6.7 — Defense in Depth Checklist
Before deploying a workflow, verify these safeguards are in place:
| Layer | Safeguard | How to Configure |
|---|---|---|
| Tool loops | max_tool_iterations |
Set per-agent in the workflow editor (default: 30) |
| Tool loops | Iteration warning message | Custom message at ~80% of limit |
| Tool failures | Try/except in tool implementations | Return {"success": false, "error": "..."} |
| Routing | Router fallback validation | Auto-generated by the framework |
| Output format | Structured output (Pydantic) | Enable in node config + define schema |
| State types | TypedDict + reducers | Define schema carefully in editor |
| Graph cycles | Termination conditions | Router + max iteration counter |
6.8 — Compile-Time Topology Validation
Before a workflow runs, the system should validate the graph structure to catch problems that would manifest as runtime errors (infinite loops, unreachable nodes, etc.) Good workflow frameworks run these checks automatically at compile time or export time.
| Check | What It Catches | Severity |
|---|---|---|
| Entry node has outgoing edges | Empty graph (entry goes nowhere) | Error |
| Terminal LLM node exists | No LLM node without outgoing edges — graph can never reach END | Error |
| No orphan LLM/Router nodes | Nodes with no incoming edge are unreachable | Error |
| Workers connected to LLM nodes | Disconnected workers will never be called | Error |
| Router fanout ≥ 2 | Single-output routers are pointless | Error |
Loop target has loop_mode |
LLM nodes with multiple incoming edges and no loop_mode configured | Error |
| Cycle with no Router | Guaranteed infinite loop (no decision point to exit) | Error |
| Cycle with Router but no exit | Router in cycle has all edges within the cycle | Error |
| Cycle with Router + exit path | Valid loop, but worth flagging for awareness | Warning |
| Continue mode with no feedback key | Loop re-entry with accumulated history but no new context | Warning |
Errors should block compilation. Warnings allow compilation but indicate potential issues worth investigating.
Chapter Summary
- Agentic workflows have many failure modes: runaway loops, tool errors, bad routing, type mismatches, context overflow.
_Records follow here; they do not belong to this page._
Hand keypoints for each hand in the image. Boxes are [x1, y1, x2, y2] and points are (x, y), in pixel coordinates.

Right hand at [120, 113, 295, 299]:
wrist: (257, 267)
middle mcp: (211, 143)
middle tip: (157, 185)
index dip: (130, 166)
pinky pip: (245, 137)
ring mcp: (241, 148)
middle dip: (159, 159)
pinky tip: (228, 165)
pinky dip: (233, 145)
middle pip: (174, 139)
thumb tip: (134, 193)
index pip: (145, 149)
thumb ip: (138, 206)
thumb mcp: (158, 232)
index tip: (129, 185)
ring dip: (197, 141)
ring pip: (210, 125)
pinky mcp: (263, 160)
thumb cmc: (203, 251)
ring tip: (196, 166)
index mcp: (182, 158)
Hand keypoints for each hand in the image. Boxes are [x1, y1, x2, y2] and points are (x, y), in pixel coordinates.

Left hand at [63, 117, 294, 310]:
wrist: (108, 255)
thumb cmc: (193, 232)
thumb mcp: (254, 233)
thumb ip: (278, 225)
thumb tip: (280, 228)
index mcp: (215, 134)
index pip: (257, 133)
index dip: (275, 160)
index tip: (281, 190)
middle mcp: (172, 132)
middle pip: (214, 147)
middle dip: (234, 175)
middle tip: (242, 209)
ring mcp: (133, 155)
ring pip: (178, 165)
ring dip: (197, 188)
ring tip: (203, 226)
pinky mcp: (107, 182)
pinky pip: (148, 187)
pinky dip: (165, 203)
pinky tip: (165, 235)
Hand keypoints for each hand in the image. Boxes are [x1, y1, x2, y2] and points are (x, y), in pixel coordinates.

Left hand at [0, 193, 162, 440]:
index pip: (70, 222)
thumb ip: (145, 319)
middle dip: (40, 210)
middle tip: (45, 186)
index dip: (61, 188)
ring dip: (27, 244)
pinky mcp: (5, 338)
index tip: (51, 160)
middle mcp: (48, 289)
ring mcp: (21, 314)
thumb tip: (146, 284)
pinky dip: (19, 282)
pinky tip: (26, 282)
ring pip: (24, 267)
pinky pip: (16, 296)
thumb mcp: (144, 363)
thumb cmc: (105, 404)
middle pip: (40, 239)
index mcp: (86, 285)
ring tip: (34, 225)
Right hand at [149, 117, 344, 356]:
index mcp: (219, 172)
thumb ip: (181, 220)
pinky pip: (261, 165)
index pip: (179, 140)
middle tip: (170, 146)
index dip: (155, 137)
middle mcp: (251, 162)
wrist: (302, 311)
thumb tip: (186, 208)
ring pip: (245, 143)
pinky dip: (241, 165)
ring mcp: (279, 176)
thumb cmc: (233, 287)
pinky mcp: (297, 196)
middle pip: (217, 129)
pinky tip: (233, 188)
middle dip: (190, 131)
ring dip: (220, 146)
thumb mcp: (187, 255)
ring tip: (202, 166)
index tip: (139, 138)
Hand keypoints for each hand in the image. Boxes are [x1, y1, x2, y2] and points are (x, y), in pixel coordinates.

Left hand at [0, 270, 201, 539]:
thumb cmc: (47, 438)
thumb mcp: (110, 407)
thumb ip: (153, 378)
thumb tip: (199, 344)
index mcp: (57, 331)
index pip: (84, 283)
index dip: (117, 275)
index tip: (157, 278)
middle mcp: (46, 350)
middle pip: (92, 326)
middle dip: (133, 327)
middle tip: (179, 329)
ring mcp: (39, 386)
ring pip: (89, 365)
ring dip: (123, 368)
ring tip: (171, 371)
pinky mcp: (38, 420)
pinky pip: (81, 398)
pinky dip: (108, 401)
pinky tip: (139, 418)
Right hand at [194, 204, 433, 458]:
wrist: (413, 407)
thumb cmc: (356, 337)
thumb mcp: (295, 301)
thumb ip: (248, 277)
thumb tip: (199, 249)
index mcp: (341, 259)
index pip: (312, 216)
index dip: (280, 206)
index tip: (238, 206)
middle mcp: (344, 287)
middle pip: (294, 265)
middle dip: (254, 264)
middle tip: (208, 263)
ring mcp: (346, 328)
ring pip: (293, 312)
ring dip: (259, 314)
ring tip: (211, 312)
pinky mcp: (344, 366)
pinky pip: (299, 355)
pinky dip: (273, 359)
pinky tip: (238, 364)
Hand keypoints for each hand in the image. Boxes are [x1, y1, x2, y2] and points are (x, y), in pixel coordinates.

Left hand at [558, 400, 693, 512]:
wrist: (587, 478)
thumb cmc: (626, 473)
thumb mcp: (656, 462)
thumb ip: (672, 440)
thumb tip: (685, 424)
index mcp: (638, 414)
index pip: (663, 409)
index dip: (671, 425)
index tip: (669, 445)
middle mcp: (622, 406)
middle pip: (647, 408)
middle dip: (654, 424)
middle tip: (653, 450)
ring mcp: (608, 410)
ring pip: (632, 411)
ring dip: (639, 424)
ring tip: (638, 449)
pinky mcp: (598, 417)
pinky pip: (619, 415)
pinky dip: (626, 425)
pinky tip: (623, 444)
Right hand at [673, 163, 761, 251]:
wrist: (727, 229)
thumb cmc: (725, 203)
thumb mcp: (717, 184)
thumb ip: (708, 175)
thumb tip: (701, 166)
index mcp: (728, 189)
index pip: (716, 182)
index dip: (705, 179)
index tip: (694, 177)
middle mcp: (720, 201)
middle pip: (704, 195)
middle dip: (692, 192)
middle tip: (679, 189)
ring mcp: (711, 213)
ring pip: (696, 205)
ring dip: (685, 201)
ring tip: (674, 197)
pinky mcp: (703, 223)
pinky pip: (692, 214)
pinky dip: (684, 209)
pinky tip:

max_tool_iterationsis the most important safeguard. Set it for every node with tools. Start at 15.- Use soft warnings at ~80% of the limit to nudge the LLM toward a final answer.
- Tools should return structured error objects (
{"success": false, "error": "..."}), not throw exceptions. - Router validation falls back to the first target if the LLM hallucinates a non-existent node.
- Structured output (Pydantic schemas) provides type-level validation for LLM outputs.
- Apply defense in depth: multiple layers of safeguards catch different failure modes.